Aim of the exercise:
Before you reproduce the entries that follow, strip out any image they contain and keep the rest exact.

○ ○ ○ ○

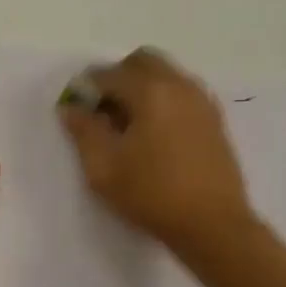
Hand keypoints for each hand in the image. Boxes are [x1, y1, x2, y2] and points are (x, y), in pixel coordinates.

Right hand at [58, 47, 254, 252]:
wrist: (213, 225)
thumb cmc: (152, 194)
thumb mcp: (104, 168)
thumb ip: (83, 130)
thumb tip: (71, 107)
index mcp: (150, 91)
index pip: (109, 74)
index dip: (87, 88)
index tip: (77, 110)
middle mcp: (179, 85)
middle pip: (142, 61)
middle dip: (118, 78)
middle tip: (104, 112)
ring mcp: (202, 100)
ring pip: (165, 74)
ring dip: (142, 87)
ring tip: (129, 125)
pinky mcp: (215, 119)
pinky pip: (182, 92)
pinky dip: (163, 99)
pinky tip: (155, 134)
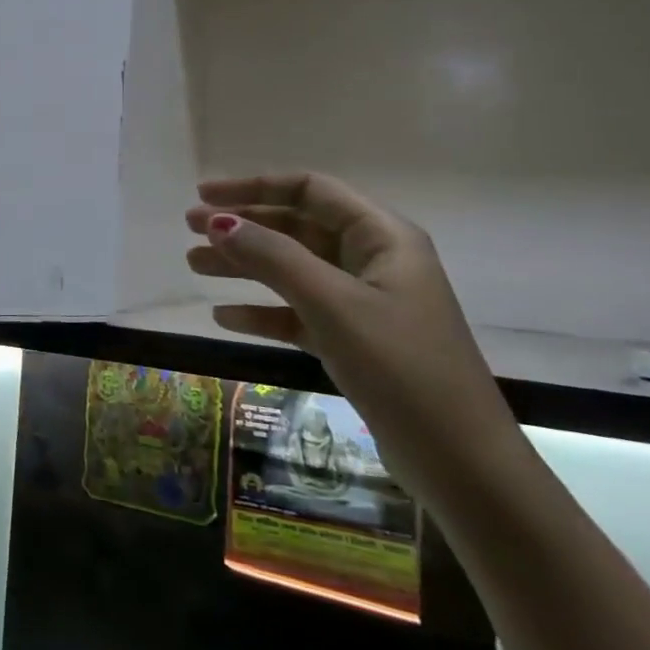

○ ○ ○ ○

Reply to the task:
Hand keypoints for each hand in the image. Boxes are [x1, y1, x2, y2] and points are (x, y), in pixel coordinates.

Right hand at [58, 47, 254, 252]:
wrist: (213, 225)
thumb cmc: (152, 194)
thumb mcp: (104, 168)
thumb ip: (83, 130)
thumb tip: (71, 107)
index mcp: (150, 91)
index pip: (109, 74)
index dip: (87, 88)
index tip: (77, 110)
middle mcp: (179, 85)
middle pip: (142, 61)
middle dip: (118, 78)
middle tip: (104, 112)
ring mcp: (202, 100)
ring pip: (165, 74)
ring dip: (142, 87)
ring tip: (129, 125)
pinky mcp: (215, 119)
pinky pip: (182, 92)
pinky dip: (163, 99)
pinky tip: (155, 134)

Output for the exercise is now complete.